Re: Align large shared memory allocations

От

Tom Lane

Дата:

20 сентября 2003 г., 21:55:44

Manfred Spraul <manfred@colorfullife.com> writes:
> Attached is a patch that aligns large shared memory allocations beyond
> MAXIMUM_ALIGNOF. The reason for this is that Intel's cpus have a fast
> path for bulk memory copies that only works with aligned addresses.

This patch is missing a demonstration that it's actually worth anything.
What kind of performance gain do you get?

> One problem is the "32" - it's arbitrary, it probably belongs into an
> arch dependant header file. But where?

We don't really have arch-dependent header files.  What I'd be inclined
to do is "#define ALIGNOF_BUFFER 32" in pg_config_manual.h, then
#define BUFFERALIGN(LEN) to parallel the other TYPEALIGN macros in c.h,
and finally use that in the ShmemAlloc code.

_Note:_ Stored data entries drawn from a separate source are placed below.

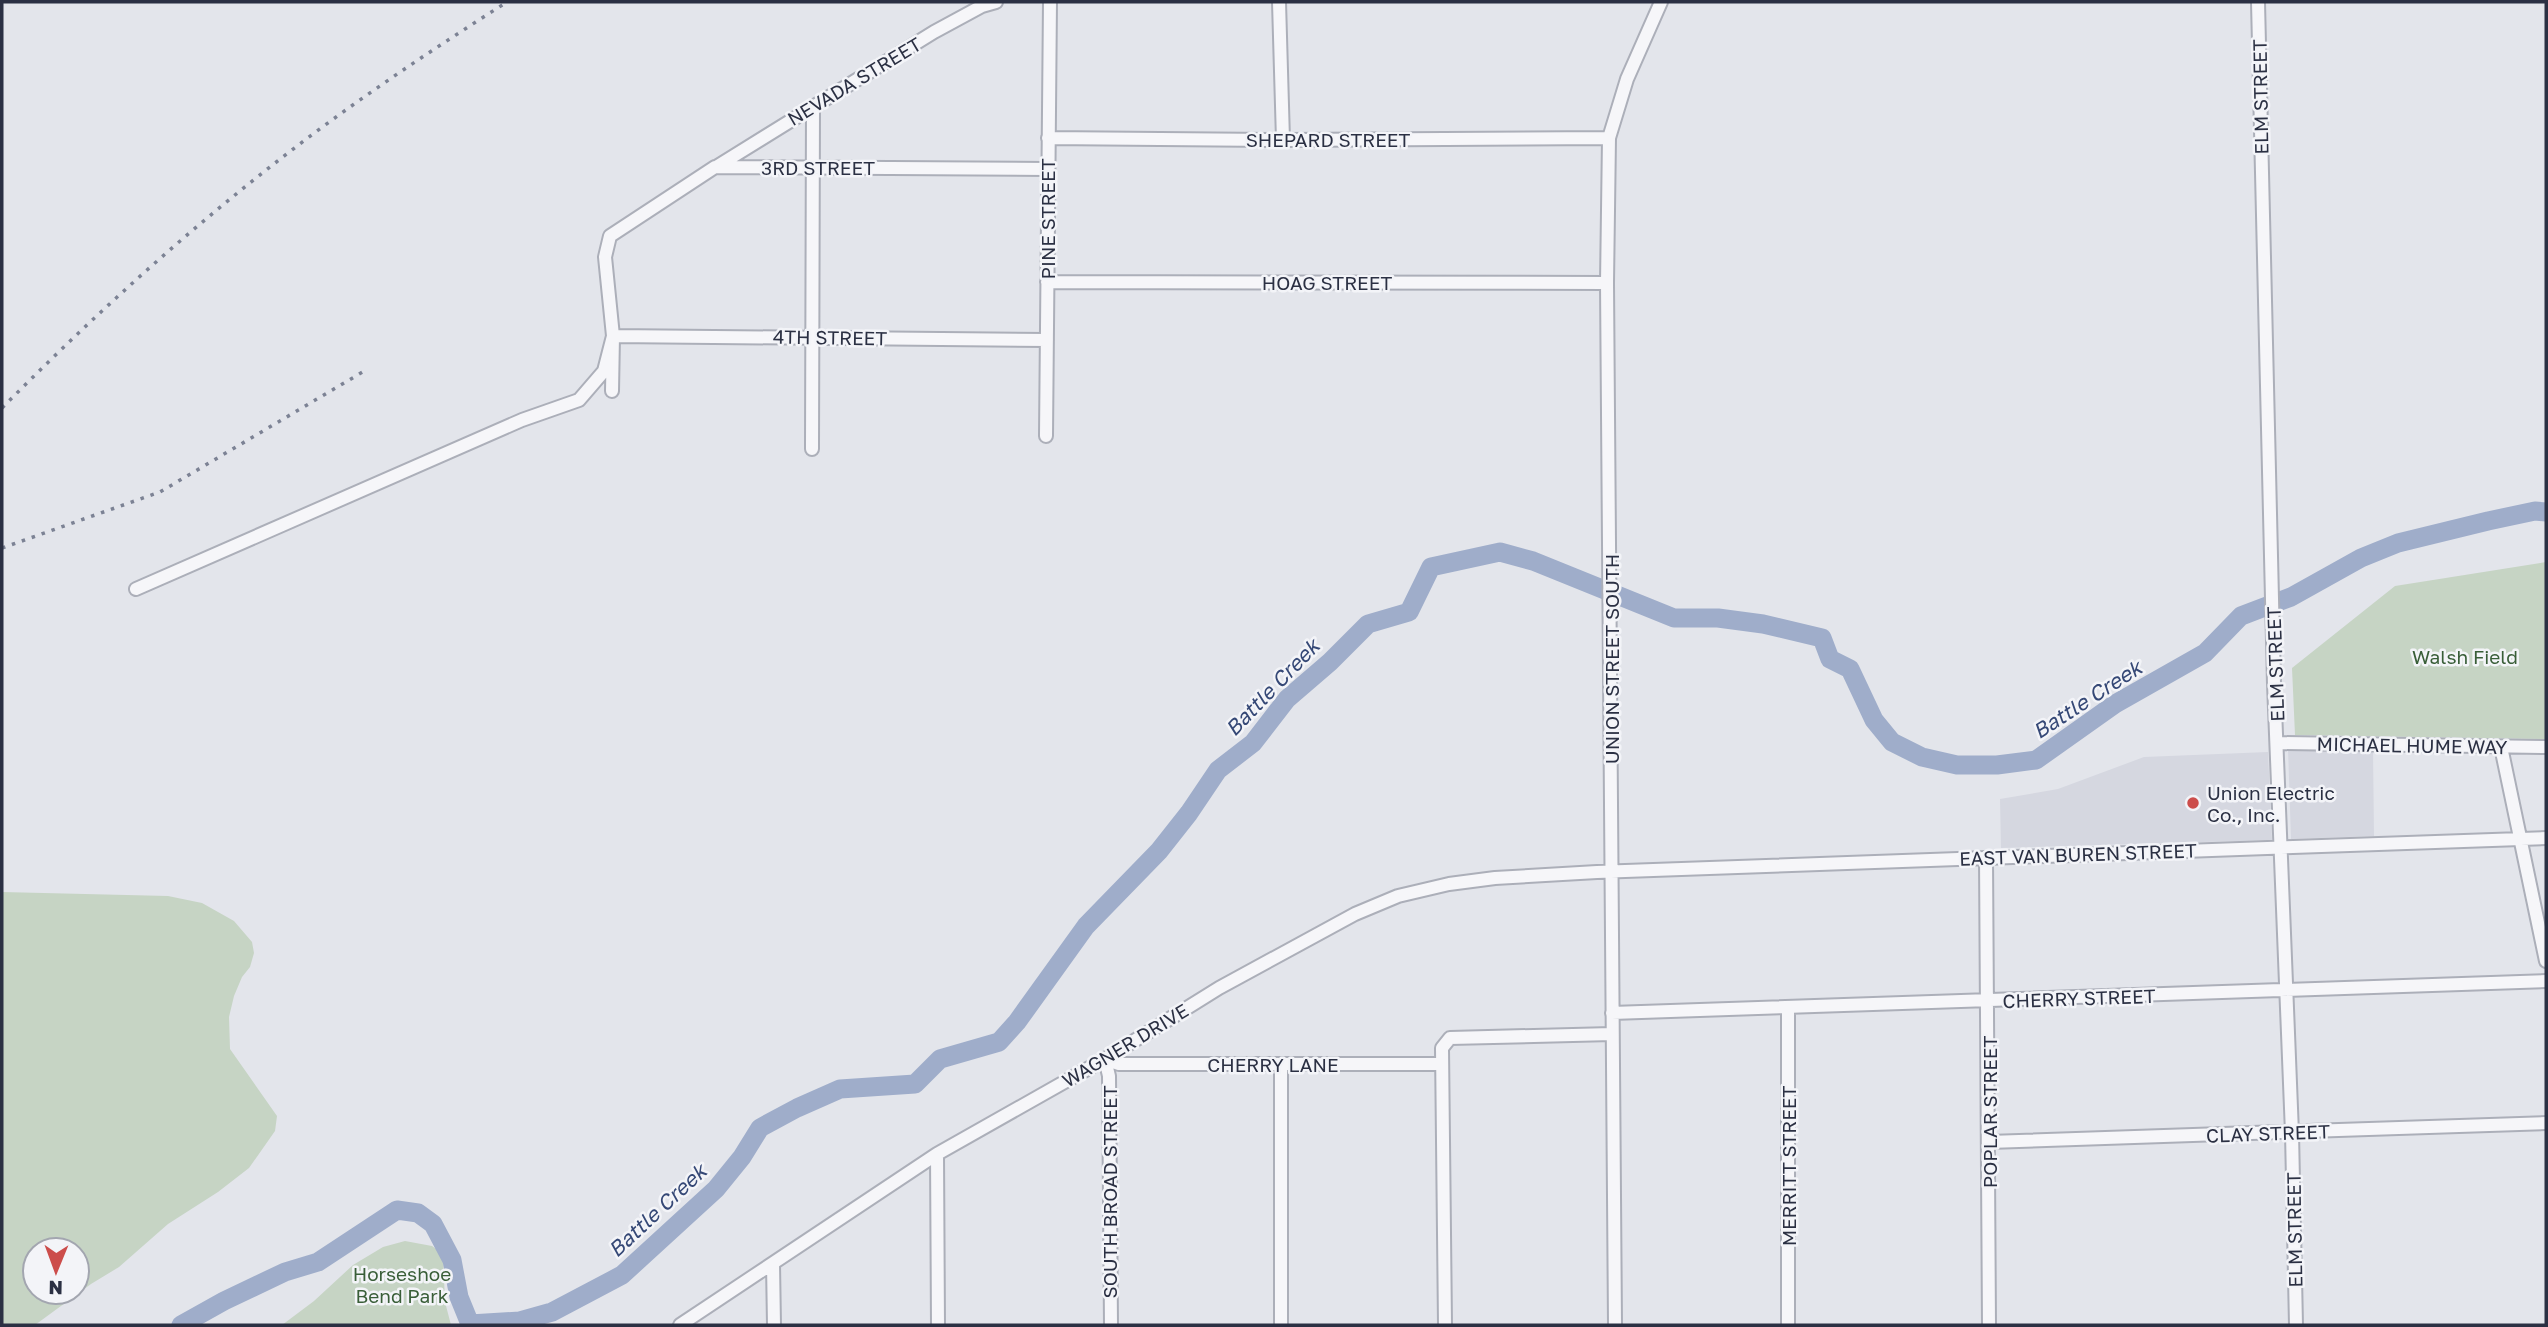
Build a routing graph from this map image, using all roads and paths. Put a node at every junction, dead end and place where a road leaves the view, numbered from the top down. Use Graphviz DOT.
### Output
graph roads {
  1 [pos="996,2"];
  2 [pos="1050,2"];
  3 [pos="1279,2"];
  4 [pos="1661,2"];
  5 [pos="2258,2"];
  6 [pos="813,106"];
  7 [pos="1048,138"];
  8 [pos="1609,138"];
  9 [pos="1283,140"];
  10 [pos="715,167"];
  11 [pos="813,167"];
  12 [pos="1047,169"];
  13 [pos="1047,282"];
  14 [pos="1607,283"];
  15 [pos="613,336"];
  16 [pos="812,337"];
  17 [pos="1047,340"];
  18 [pos="612,391"];
  19 [pos="1046,436"];
  20 [pos="812,449"];
  21 [pos="136,589"];
  22 [pos="2278,743"];
  23 [pos="2501,747"];
  24 [pos="2546,747"];
  25 [pos="2546,838"];
  26 [pos="2521,839"];
  27 [pos="2281,846"];
  28 [pos="1986,858"];
  29 [pos="1610,873"];
  30 [pos="2546,961"];
  31 [pos="2546,981"];
  32 [pos="2287,991"];
  33 [pos="1987,1001"];
  34 [pos="1788,1007"];
  35 [pos="1612,1013"];
  36 [pos="1612,1034"];
  37 [pos="1105,1059"];
  38 [pos="1442,1064"];
  39 [pos="1281,1065"];
  40 [pos="2546,1123"];
  41 [pos="2292,1133"];
  42 [pos="1989,1142"];
  43 [pos="937,1154"];
  44 [pos="773,1264"];
  45 [pos="680,1325"];
  46 [pos="774,1325"];
  47 [pos="939,1325"];
  48 [pos="1111,1325"];
  49 [pos="1281,1325"];
  50 [pos="1445,1325"];
  51 [pos="1615,1325"];
  52 [pos="1788,1325"];
  53 [pos="1989,1325"];
  54 [pos="2296,1325"];
  1 -- 6 [label="street, NEVADA STREET"];
  2 -- 7 [label="street, PINE STREET"];
  3 -- 9 [label="street"];
  4 -- 8 [label="street, UNION STREET SOUTH"];
  5 -- 22 [label="street, ELM STREET"];
  6 -- 10 [label="street, NEVADA STREET"];
  6 -- 11 [label="street"];
  7 -- 9 [label="street, SHEPARD STREET"];
  7 -- 12 [label="street, PINE STREET"];
  8 -- 9 [label="street, SHEPARD STREET"];
  8 -- 14 [label="street, UNION STREET SOUTH"];
  10 -- 11 [label="street, 3RD STREET"];
  10 -- 15 [label="street"];
  11 -- 12 [label="street, 3RD STREET"];
  11 -- 16 [label="street"];
  12 -- 13 [label="street, PINE STREET"];
  13 -- 14 [label="street, HOAG STREET"];
  13 -- 17 [label="street, PINE STREET"];
  14 -- 29 [label="street, UNION STREET SOUTH"];
  15 -- 16 [label="street, 4TH STREET"];
  15 -- 18 [label="street"];
  15 -- 21 [label="street"];
  16 -- 17 [label="street, 4TH STREET"];
  16 -- 20 [label="street"];
  17 -- 19 [label="street, PINE STREET"];
  22 -- 23 [label="street, MICHAEL HUME WAY"];
  22 -- 27 [label="street, ELM STREET"];
  23 -- 24 [label="street, MICHAEL HUME WAY"];
  23 -- 26 [label="street"];
  25 -- 26 [label="street, EAST VAN BUREN STREET"];
  26 -- 27 [label="street, EAST VAN BUREN STREET"];
  26 -- 30 [label="street"];
  27 -- 28 [label="street, EAST VAN BUREN STREET"];
  27 -- 32 [label="street, ELM STREET"];
  28 -- 29 [label="street, EAST VAN BUREN STREET"];
  28 -- 33 [label="street, POPLAR STREET"];
  29 -- 35 [label="street, UNION STREET SOUTH"];
  29 -- 37 [label="street, WAGNER DRIVE"];
  31 -- 32 [label="street, CHERRY STREET"];
  32 -- 33 [label="street, CHERRY STREET"];
  32 -- 41 [label="street, ELM STREET"];
  33 -- 34 [label="street, CHERRY STREET"];
  33 -- 42 [label="street, POPLAR STREET"];
  34 -- 35 [label="street, CHERRY STREET"];
  34 -- 52 [label="street, MERRITT STREET"];
  35 -- 36 [label="street, UNION STREET SOUTH"];
  36 -- 38 [label="street"];
  36 -- 51 [label="street, UNION STREET SOUTH"];
  37 -- 39 [label="street, CHERRY LANE"];
  37 -- 43 [label="street, WAGNER DRIVE"];
  37 -- 48 [label="street, SOUTH BROAD STREET"];
  38 -- 39 [label="street, CHERRY LANE"];
  38 -- 50 [label="street"];
  39 -- 49 [label="street"];
  40 -- 41 [label="street, CLAY STREET"];
  41 -- 42 [label="street, CLAY STREET"];
  41 -- 54 [label="street, ELM STREET"];
  42 -- 53 [label="street, POPLAR STREET"];
  43 -- 44 [label="street, WAGNER DRIVE"];
  43 -- 47 [label="street"];
  44 -- 45 [label="street, WAGNER DRIVE"];
  44 -- 46 [label="street"];
}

            regards, tom lane

Re: Align large shared memory allocations

От

Manfred Spraul

Дата:

21 сентября 2003 г., 10:50:27

Tom Lane wrote:

>Manfred Spraul <manfred@colorfullife.com> writes:
>
>
>>Attached is a patch that aligns large shared memory allocations beyond
>>MAXIMUM_ALIGNOF. The reason for this is that Intel's cpus have a fast
>>path for bulk memory copies that only works with aligned addresses.
>>
>>
>
>This patch is missing a demonstration that it's actually worth anything.
>What kind of performance gain do you get?
>
>
7.4cvs on a 1.13 GHz Intel Celeron mobile, 384 MB RAM, "Severn" RedHat
Linux 2.4 beta, postmaster -N 30 -B 64, data directory on ramdisk,
pgbench -c 10 -s 11 -t 1000:
Without the patch: 124 tps
with the patch: 130 tps.

I've reduced the buffer setting to 64 because without that, a too large
part of the database was cached by postgres. I expect that with all
Intel Pentium III chips, it will be worth 10-20% less system time. I had
around 30% system time after reducing the number of buffers, thus the
~5% performance improvement.

>We don't really have arch-dependent header files.  What I'd be inclined
>to do is "#define ALIGNOF_BUFFER 32" in pg_config_manual.h, then
>#define BUFFERALIGN(LEN) to parallel the other TYPEALIGN macros in c.h,
>and finally use that in the ShmemAlloc code.
>
>
Ok, new patch attached.

--
    Manfred
Index: src/backend/storage/ipc/shmem.c
===================================================================
RCS file: /projects/cvsroot/pgsql-server/src/backend/storage/ipc/shmem.c,v
retrieving revision 1.70
diff -u -r1.70 shmem.c
--- src/backend/storage/ipc/shmem.c    4 Aug 2003 02:40:03 -0000    1.70
+++ src/backend/storage/ipc/shmem.c    21 Sep 2003 07:53:13 -0000
@@ -131,6 +131,7 @@
 void *
 ShmemAlloc(Size size)
 {
+    uint32        newStart;
     uint32        newFree;
     void       *newSpace;

@@ -146,10 +147,14 @@

     SpinLockAcquire(ShmemLock);

-    newFree = shmemseghdr->freeoffset + size;
+    newStart = shmemseghdr->freeoffset;
+    if (size >= BLCKSZ)
+        newStart = BUFFERALIGN(newStart);
+
+    newFree = newStart + size;
     if (newFree <= shmemseghdr->totalsize)
     {
-        newSpace = (void *) MAKE_PTR(shmemseghdr->freeoffset);
+        newSpace = (void *) MAKE_PTR(newStart);
         shmemseghdr->freeoffset = newFree;
     }
     else
Index: src/include/c.h
===================================================================
RCS file: /projects/cvsroot/pgsql-server/src/include/c.h,v
retrieving revision 1.152
diff -u -r1.152 c.h
--- src/include/c.h    4 Aug 2003 02:40:10 -0000    1.152
+++ src/include/c.h    21 Sep 2003 07:53:14 -0000
@@ -529,6 +529,7 @@
 #define LONGALIGN(LEN)            TYPEALIGN(ALIGNOF_LONG, (LEN))
 #define DOUBLEALIGN(LEN)        TYPEALIGN(ALIGNOF_DOUBLE, (LEN))
 #define MAXALIGN(LEN)            TYPEALIGN(MAXIMUM_ALIGNOF, (LEN))
+#define BUFFERALIGN(LEN)        TYPEALIGN(ALIGNOF_BUFFER, (LEN))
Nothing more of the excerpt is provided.